Para Gary Vikan, ex-diretor do Museu de Arte Walters, em Baltimore, Maryland, a violência no Iraque, Síria, Afeganistão e norte da África deveria — e vai — fazer as instituições pensarem duas vezes antes de fazer alguma restituição.

“Acho que isso põe um fim na fé excessiva em favor do modelo de repatriação”, diz ele.

Outros estudiosos e arqueólogos sugerem que aqueles que usam a força destrutiva dos extremistas para defender a não-devolução querem justificar práticas desacreditadas.

“Era só uma questão de tempo até que uma parte da comunidade de colecionadores tentasse se aproveitar desse pesadelo cultural em vantagem própria”, afirma Ricardo J. Elia, arqueólogo da Universidade de Boston.

A repatriação é reverenciada em tratados internacionais, defendida pelo governo dos EUA e considerada uma resposta moral às muitas décadas em que comerciantes e museus ocidentais negociaram e manipularam indiscriminada — e muitas vezes ilegalmente — relíquias mundiais.

Aqueles que são contrários à política são considerados defensores do colonialismo e da “máfia cultural”.

“Virou meio que uma filosofia idolatrar os itens culturais, deplorando qualquer tipo de intenção comercial em relação a eles”, afirma Timothy Potts, arqueólogo e diretor do Museu J. Paul Getty, em Los Angeles.

Ele, porém, assim como outros especialistas em antiguidades, dizem que as pilhagens cometidas pelo Estado Islâmico, também conhecido como EIIL, e outros grupos radicais, enfraquecem essa doutrina. Destaque entre eles é James Cuno, presidente do Fundo J. Paul Getty, que administra o museu de mesmo nome. Conhecido por defender o princípio de que as antiguidades importantes devem ser tratadas como propriedade comum à humanidade, Cuno publicou recentemente um artigo na revista trimestral Foreign Affairs e uma carta aberta no New York Times alegando que a repatriação em massa ameaça o patrimônio cultural dos países que supostamente beneficiariam.

“Calamidades podem ocorrer em qualquer lugar, mas é pouco provável que aconteçam em todos os lugares ao mesmo tempo. É por isso que o risco deve ser distribuído e não concentrado”, defendeu ele em entrevista.

Outros também se manifestaram: Abdulrahman al-Rashed, comentarista do Grupo MBC, uma rede de TV de Dubai, surpreendeu muita gente ao escrever um artigo para um jornal declarando: “As depredações recentes provam que não merecemos os tesouros que enchem nossos museus e estão enterrados sob nossas areias”.

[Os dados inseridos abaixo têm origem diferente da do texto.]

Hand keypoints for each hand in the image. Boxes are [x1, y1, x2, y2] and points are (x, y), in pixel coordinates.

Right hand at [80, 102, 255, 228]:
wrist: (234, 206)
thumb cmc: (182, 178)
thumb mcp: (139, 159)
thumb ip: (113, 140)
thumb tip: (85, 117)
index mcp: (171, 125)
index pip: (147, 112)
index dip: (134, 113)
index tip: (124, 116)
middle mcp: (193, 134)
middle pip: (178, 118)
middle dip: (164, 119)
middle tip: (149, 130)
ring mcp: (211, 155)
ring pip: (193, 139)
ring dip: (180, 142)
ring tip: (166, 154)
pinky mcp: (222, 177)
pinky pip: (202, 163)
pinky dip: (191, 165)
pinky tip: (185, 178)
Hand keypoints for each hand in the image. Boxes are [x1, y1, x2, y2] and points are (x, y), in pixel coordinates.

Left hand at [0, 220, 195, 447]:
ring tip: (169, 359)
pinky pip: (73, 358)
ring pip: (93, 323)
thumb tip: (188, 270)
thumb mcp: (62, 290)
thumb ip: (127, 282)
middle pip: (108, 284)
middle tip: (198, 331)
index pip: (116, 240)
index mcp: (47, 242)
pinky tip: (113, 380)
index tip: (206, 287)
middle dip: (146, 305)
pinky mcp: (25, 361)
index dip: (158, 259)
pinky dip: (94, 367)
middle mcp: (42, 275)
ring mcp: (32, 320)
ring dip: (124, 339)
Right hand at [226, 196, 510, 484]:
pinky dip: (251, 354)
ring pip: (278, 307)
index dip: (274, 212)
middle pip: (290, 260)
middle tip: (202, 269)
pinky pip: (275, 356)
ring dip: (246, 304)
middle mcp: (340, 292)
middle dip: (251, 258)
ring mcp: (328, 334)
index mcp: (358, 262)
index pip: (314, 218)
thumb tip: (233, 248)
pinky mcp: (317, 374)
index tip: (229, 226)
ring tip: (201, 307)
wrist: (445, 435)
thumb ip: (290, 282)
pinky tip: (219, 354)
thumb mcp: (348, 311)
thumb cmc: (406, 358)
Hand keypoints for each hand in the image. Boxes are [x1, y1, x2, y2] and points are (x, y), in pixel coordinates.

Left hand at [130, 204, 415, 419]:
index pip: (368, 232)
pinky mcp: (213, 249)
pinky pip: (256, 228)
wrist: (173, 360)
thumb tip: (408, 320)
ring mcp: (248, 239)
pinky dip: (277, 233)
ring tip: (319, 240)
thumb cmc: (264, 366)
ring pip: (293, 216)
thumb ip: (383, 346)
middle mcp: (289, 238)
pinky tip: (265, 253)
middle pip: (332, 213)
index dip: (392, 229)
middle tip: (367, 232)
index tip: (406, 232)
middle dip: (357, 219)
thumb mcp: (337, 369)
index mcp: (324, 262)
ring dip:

O prefeito de Londres, Boris Johnson, cita os eventos no Iraque e na Síria para justificar a remoção, há 200 anos, dos chamados Mármores de Elgin do Partenon, na Grécia, e sua permanência no Museu Britânico, onde estão até hoje.

Os defensores da repatriação se dizem desanimados com o retorno de uma discussão que estava praticamente ganha.

“O Iraque pode ser o grande problema hoje, mas não há razão para crer que amanhã não seja Nova York. As estátuas iraquianas ameaçadas têm três mil anos e já viram a ascensão e queda de muitos impérios”, afirma Tess Davis, advogada e especialista em artefatos saqueados da Coalizão de Antiguidades, que é a favor da repatriação.

Já Peter Tompa, ex-vice-presidente do Comitê Legal do Patrimônio Artístico e Cultural da American Bar Association (um tipo de versão norte-americana da OAB), diz que concorda com o colega que comentou: “Se os povos desses países são indiferentes e até hostis ao ‘patrimônio cultural’, por que deixar que abandonem e destruam esses tesouros?”.

Em tempos de conflito, a quem pertencem os artefatos históricos?